Top of Records for this exercise

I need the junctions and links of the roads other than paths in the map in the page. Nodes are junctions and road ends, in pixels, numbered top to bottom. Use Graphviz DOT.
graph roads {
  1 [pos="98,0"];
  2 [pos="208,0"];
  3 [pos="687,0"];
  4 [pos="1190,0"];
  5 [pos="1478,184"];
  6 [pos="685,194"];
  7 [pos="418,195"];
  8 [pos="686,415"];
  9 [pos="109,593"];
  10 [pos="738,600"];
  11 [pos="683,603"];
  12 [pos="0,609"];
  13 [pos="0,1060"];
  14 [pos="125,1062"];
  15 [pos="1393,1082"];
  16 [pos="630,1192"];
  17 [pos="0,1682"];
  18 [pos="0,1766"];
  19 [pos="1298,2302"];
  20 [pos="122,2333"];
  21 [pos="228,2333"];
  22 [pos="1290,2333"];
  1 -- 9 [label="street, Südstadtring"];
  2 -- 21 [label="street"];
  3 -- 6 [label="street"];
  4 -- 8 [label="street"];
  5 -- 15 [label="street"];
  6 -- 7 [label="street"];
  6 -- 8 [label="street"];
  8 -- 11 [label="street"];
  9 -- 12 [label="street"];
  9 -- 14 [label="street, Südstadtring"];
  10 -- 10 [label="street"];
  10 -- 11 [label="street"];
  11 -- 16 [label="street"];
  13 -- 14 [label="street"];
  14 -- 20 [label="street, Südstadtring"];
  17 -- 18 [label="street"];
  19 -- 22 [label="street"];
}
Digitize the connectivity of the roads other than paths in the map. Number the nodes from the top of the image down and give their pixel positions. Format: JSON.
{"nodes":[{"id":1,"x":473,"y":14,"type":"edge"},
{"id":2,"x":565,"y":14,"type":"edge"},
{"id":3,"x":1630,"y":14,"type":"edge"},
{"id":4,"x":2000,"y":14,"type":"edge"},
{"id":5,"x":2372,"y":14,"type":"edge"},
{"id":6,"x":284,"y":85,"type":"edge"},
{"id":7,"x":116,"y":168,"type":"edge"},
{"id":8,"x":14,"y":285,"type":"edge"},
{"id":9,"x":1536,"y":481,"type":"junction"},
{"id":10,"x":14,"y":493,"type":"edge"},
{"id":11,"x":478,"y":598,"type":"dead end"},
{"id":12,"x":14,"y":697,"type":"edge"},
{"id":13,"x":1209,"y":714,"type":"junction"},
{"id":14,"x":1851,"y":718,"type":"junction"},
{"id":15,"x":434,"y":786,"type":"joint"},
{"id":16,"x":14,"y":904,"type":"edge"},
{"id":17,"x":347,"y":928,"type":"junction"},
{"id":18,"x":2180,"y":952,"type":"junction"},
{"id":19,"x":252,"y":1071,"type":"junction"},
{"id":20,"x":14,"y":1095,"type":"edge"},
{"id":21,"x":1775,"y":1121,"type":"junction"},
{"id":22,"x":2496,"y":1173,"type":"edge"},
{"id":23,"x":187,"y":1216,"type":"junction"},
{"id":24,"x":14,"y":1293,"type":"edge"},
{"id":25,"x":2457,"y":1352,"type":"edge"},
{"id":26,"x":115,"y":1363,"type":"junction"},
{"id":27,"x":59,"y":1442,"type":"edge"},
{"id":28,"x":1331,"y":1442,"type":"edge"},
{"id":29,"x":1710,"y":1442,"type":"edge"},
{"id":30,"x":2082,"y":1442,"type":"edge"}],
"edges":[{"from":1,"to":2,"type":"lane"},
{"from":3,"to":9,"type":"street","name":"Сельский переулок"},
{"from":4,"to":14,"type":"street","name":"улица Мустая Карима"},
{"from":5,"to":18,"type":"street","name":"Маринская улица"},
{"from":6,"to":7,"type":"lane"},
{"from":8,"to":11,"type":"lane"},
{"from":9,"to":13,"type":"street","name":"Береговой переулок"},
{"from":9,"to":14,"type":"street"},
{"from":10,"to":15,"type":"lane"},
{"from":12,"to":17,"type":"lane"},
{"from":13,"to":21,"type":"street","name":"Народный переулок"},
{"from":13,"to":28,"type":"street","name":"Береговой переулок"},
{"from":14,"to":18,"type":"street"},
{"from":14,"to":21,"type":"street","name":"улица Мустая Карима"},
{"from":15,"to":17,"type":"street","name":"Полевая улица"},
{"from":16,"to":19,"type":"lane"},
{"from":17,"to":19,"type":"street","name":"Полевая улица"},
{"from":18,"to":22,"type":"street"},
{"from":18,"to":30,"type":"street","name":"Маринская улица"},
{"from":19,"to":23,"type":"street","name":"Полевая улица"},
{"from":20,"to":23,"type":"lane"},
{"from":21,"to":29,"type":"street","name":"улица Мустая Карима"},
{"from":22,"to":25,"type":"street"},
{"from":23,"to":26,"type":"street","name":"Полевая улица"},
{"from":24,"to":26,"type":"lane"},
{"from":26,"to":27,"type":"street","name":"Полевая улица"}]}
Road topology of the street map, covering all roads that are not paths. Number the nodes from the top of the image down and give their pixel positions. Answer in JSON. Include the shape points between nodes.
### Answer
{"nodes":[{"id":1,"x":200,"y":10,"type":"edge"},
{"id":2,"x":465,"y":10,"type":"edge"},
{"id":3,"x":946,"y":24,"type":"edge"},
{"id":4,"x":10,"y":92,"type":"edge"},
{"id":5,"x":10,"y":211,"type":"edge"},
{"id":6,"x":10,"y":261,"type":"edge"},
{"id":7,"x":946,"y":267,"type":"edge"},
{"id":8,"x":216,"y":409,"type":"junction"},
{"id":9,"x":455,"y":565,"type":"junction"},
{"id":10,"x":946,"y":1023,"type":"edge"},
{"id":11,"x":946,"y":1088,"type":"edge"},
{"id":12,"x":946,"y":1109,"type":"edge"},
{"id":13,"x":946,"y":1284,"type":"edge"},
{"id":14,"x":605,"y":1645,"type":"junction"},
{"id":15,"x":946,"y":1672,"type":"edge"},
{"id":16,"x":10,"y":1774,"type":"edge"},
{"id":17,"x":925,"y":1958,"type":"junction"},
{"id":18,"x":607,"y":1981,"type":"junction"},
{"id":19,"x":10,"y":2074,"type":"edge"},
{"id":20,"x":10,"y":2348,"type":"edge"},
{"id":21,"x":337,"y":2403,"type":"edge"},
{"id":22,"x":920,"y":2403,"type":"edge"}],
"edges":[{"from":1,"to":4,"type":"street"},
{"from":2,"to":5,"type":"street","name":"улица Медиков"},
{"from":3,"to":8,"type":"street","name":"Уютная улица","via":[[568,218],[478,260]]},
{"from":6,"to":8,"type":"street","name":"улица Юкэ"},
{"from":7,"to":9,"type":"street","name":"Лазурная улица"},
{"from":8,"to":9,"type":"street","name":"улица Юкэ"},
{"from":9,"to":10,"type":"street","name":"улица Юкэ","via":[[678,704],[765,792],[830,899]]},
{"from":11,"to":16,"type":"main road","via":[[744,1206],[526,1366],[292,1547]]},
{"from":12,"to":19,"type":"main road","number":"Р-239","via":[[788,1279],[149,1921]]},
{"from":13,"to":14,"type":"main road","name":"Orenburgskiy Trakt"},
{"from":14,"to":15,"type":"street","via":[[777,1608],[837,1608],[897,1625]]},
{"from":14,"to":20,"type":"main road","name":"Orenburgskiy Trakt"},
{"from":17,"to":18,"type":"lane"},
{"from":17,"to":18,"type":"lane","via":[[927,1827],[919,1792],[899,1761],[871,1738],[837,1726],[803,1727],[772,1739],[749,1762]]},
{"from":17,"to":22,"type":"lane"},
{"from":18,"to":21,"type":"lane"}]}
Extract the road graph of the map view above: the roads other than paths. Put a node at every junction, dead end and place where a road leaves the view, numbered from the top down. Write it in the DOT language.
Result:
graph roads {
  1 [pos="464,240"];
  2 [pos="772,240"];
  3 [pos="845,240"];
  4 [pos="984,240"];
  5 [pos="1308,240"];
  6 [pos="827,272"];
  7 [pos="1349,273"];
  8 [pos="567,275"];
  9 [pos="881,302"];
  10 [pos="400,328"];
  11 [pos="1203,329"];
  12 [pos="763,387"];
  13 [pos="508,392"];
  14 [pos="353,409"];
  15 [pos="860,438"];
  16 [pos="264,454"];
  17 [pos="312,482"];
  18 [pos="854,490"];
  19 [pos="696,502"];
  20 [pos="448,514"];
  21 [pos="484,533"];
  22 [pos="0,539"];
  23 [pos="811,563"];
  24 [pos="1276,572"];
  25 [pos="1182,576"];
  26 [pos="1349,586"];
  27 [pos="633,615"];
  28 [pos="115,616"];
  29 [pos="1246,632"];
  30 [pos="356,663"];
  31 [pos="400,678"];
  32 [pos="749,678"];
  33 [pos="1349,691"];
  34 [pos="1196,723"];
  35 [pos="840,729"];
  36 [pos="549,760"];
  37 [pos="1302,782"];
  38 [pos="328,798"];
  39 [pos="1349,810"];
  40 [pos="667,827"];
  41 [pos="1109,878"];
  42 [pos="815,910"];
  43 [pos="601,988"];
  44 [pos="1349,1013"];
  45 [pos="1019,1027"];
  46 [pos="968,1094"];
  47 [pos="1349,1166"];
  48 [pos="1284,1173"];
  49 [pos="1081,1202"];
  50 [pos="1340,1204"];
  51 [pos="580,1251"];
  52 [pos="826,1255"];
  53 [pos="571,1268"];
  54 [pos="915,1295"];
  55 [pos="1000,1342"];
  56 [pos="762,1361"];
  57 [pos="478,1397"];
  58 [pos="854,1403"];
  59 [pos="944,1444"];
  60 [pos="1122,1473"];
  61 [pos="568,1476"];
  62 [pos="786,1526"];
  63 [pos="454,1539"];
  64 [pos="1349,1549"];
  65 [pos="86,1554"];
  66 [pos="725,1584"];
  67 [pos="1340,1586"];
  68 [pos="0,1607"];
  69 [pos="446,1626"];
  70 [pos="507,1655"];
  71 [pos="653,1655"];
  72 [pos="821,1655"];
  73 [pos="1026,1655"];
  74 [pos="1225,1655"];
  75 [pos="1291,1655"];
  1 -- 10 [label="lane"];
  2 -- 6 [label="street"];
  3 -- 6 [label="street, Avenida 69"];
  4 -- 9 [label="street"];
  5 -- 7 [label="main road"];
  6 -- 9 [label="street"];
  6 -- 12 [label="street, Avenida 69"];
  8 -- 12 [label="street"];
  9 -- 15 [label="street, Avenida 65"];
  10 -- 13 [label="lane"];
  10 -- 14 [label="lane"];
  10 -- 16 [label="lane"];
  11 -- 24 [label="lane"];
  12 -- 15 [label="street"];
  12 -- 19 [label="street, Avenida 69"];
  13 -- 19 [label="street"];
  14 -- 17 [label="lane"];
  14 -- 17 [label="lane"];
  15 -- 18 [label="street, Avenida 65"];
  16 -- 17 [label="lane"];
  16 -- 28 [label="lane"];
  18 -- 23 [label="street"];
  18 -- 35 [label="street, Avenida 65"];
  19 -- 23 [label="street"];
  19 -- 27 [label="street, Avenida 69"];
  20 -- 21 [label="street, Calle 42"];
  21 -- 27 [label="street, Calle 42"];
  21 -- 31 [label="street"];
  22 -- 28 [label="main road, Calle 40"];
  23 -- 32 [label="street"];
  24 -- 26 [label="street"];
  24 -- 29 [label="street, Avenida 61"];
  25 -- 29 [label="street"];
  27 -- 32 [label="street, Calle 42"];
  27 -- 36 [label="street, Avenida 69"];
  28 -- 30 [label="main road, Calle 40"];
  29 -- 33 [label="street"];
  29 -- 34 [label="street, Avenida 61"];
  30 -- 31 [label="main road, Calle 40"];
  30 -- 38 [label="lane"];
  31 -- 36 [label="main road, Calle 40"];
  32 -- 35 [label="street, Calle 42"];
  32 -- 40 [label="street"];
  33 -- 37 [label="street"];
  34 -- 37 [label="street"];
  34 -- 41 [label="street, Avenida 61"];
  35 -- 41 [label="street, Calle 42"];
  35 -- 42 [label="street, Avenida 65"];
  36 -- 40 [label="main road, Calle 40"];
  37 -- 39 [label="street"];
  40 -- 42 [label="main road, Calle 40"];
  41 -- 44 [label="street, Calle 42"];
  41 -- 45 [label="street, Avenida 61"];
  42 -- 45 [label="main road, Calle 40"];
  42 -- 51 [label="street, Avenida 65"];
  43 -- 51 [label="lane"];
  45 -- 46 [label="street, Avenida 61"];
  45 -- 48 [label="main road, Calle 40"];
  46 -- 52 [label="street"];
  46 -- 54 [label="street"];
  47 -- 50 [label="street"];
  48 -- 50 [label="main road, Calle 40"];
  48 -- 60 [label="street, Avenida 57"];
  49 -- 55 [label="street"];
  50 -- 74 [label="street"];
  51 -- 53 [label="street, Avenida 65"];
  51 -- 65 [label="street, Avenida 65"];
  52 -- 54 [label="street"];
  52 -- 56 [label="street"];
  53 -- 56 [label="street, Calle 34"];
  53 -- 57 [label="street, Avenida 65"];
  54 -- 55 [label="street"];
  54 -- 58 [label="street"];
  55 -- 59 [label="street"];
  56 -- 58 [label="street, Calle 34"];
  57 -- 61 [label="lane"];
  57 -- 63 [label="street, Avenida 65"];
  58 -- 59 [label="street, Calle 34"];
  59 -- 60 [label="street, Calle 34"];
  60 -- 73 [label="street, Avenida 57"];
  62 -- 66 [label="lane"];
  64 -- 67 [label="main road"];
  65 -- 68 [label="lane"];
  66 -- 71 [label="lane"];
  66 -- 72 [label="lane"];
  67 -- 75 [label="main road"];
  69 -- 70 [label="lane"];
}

Bottom of Records for this exercise

Which lines in the records above include the word "Полевая"? Copy them out.

**Answer below**.
{"from":15,"to":17,"type":"street","name":"Полевая улица"},
{"from":17,"to":19,"type":"street","name":"Полевая улица"},
{"from":19,"to":23,"type":"street","name":"Полевая улица"},
{"from":23,"to":26,"type":"street","name":"Полевая улица"},
{"from":26,"to":27,"type":"street","name":"Полевая улица"}]}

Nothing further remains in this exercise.